Instructions for the task
When you spot the word "dead" in a line of the data below, copy that line.

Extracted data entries

----------------------------------------

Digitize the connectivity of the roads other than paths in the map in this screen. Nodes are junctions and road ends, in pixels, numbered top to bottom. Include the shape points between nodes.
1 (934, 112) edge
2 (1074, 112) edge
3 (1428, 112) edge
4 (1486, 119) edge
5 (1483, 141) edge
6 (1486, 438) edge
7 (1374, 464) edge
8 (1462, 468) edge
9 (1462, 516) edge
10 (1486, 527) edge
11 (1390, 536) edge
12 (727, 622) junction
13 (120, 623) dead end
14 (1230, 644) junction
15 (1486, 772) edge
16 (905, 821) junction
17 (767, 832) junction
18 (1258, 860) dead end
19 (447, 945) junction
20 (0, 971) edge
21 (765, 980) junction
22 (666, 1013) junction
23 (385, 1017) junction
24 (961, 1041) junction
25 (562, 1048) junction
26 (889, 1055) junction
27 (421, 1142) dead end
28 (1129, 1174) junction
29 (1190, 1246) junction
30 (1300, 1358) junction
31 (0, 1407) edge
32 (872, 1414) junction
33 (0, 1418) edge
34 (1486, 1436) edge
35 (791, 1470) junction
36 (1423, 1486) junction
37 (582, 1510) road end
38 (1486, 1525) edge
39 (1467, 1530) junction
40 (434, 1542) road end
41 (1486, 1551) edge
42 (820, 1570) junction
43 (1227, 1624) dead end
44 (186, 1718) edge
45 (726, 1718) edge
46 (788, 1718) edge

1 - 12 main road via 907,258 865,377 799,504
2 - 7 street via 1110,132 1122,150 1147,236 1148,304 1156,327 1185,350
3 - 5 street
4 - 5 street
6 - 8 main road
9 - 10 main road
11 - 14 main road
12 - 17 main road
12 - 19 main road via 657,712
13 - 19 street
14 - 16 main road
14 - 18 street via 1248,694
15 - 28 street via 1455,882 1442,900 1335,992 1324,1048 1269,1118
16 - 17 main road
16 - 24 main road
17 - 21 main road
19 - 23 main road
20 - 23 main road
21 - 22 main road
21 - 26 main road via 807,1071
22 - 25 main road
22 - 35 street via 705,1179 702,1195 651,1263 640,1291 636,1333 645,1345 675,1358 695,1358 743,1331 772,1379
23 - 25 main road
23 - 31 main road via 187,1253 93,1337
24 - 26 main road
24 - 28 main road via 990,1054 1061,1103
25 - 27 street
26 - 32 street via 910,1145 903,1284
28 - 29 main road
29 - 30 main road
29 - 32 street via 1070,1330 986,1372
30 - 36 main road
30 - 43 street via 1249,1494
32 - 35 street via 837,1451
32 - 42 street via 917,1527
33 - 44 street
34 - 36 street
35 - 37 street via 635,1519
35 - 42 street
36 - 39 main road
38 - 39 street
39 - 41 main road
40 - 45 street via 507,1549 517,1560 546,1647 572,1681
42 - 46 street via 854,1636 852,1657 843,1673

----------------------------------------

Result
13 (120, 623) dead end
18 (1258, 860) dead end
27 (421, 1142) dead end
43 (1227, 1624) dead end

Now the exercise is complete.